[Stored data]

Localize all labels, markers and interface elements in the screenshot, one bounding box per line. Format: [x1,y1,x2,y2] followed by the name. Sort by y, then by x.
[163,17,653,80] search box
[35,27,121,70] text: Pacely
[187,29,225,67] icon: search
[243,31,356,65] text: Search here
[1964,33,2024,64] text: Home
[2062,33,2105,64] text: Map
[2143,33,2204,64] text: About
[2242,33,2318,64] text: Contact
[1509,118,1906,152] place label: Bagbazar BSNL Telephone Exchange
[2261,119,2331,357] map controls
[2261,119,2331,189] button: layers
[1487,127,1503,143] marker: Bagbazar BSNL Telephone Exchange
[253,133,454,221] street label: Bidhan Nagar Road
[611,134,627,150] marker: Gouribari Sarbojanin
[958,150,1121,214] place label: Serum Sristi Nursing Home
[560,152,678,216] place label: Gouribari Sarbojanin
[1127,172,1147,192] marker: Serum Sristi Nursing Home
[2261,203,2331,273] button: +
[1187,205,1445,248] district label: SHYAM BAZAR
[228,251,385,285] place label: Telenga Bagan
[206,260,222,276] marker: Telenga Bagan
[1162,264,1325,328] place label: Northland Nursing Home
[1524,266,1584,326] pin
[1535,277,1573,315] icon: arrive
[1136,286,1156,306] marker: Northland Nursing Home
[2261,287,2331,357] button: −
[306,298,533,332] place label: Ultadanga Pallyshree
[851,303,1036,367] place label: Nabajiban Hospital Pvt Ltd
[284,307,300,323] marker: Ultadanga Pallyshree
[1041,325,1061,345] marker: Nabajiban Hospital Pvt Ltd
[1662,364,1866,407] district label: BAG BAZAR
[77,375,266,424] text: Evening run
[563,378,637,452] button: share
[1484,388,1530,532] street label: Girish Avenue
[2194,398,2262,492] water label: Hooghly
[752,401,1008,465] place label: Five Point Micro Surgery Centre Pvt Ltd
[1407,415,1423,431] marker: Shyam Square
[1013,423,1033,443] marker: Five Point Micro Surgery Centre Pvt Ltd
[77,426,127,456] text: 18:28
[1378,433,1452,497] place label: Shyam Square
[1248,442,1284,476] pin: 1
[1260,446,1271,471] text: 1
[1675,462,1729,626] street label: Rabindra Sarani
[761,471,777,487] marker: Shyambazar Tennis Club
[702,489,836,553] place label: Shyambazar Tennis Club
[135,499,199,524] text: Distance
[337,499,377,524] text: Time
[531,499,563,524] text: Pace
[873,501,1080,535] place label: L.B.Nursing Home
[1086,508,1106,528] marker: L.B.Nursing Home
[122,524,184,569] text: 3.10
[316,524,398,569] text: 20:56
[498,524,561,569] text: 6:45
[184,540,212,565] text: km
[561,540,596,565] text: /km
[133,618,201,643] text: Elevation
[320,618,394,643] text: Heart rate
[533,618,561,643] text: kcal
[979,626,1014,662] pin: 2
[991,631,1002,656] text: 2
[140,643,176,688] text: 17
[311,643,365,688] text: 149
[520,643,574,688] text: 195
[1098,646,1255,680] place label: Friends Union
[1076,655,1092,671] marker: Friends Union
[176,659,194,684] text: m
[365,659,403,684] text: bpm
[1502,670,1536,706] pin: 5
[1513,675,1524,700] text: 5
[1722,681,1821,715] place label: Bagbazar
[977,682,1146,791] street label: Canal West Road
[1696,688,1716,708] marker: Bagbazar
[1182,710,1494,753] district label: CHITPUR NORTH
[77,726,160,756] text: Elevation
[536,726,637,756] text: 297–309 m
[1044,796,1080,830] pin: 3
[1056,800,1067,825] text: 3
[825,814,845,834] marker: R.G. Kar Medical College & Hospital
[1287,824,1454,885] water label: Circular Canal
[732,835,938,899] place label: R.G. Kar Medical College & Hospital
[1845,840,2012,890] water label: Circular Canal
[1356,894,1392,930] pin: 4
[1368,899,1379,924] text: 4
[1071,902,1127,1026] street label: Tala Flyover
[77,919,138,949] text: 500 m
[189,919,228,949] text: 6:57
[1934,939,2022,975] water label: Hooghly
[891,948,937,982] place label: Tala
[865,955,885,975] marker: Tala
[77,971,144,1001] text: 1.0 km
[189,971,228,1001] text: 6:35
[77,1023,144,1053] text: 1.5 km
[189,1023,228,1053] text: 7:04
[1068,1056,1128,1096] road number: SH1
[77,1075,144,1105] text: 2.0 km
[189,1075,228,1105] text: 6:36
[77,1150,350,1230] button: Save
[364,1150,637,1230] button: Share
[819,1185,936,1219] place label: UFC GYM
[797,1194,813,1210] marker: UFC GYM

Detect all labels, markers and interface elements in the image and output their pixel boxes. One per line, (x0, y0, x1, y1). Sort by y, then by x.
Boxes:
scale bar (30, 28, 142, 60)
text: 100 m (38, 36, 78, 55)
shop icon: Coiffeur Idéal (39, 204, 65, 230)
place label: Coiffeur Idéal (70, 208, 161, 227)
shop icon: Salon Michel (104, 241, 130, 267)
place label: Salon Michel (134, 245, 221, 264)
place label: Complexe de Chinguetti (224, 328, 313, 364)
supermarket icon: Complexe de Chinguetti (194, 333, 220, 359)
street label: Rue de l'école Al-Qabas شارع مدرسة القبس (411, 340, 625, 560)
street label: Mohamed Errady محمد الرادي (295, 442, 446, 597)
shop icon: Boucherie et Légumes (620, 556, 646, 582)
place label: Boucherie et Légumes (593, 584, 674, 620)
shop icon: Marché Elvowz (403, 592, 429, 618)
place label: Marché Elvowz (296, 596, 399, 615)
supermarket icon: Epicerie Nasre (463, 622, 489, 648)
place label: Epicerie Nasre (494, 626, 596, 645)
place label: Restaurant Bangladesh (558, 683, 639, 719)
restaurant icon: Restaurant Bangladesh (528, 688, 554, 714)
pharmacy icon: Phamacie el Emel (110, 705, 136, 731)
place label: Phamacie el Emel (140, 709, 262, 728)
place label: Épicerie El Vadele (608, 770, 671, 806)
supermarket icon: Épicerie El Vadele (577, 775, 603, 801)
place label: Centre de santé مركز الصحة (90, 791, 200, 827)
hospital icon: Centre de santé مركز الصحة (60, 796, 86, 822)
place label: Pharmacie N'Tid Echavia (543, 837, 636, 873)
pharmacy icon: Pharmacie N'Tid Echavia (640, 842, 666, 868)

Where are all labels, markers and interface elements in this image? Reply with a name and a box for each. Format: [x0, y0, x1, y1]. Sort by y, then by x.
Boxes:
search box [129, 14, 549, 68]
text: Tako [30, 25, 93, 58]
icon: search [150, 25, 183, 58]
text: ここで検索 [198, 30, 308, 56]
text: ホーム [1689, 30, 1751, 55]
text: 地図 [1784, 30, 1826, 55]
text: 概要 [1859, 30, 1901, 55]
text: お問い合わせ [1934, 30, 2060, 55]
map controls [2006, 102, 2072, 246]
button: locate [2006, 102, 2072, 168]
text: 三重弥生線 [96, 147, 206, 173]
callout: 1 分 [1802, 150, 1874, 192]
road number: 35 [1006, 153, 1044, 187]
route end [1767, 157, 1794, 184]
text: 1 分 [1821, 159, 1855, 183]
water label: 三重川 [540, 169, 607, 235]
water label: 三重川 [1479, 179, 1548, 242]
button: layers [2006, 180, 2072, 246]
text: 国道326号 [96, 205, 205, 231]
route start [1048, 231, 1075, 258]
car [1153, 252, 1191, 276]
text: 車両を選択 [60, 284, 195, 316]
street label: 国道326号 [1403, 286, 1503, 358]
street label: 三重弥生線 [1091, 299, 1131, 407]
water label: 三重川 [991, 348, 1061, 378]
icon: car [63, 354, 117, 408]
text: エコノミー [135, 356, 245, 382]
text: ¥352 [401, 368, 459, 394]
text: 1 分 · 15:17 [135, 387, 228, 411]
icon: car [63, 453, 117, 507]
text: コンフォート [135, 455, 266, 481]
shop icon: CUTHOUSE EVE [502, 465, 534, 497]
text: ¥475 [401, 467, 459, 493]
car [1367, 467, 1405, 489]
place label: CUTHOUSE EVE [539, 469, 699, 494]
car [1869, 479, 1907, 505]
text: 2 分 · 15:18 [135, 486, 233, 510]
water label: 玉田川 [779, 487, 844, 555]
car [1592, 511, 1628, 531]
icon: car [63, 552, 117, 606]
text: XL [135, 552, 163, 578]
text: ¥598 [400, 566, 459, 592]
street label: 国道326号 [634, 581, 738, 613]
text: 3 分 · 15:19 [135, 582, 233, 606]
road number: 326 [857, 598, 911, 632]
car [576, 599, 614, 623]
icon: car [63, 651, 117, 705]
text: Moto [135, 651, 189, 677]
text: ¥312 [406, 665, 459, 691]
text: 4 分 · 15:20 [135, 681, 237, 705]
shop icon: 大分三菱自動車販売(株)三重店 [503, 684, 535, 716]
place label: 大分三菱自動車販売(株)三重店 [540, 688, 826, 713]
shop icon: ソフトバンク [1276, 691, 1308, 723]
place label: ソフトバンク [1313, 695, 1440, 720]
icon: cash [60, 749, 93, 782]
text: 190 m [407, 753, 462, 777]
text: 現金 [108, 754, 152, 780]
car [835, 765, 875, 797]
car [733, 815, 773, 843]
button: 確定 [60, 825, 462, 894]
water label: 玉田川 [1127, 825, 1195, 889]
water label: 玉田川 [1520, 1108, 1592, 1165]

[YOUR ASSIGNMENT]
Go through the data and gather every line that holds "Friends".

[ANSWER TO THIS TASK]
[1098,646,1255,680] place label: Friends Union
[1076,655,1092,671] marker: Friends Union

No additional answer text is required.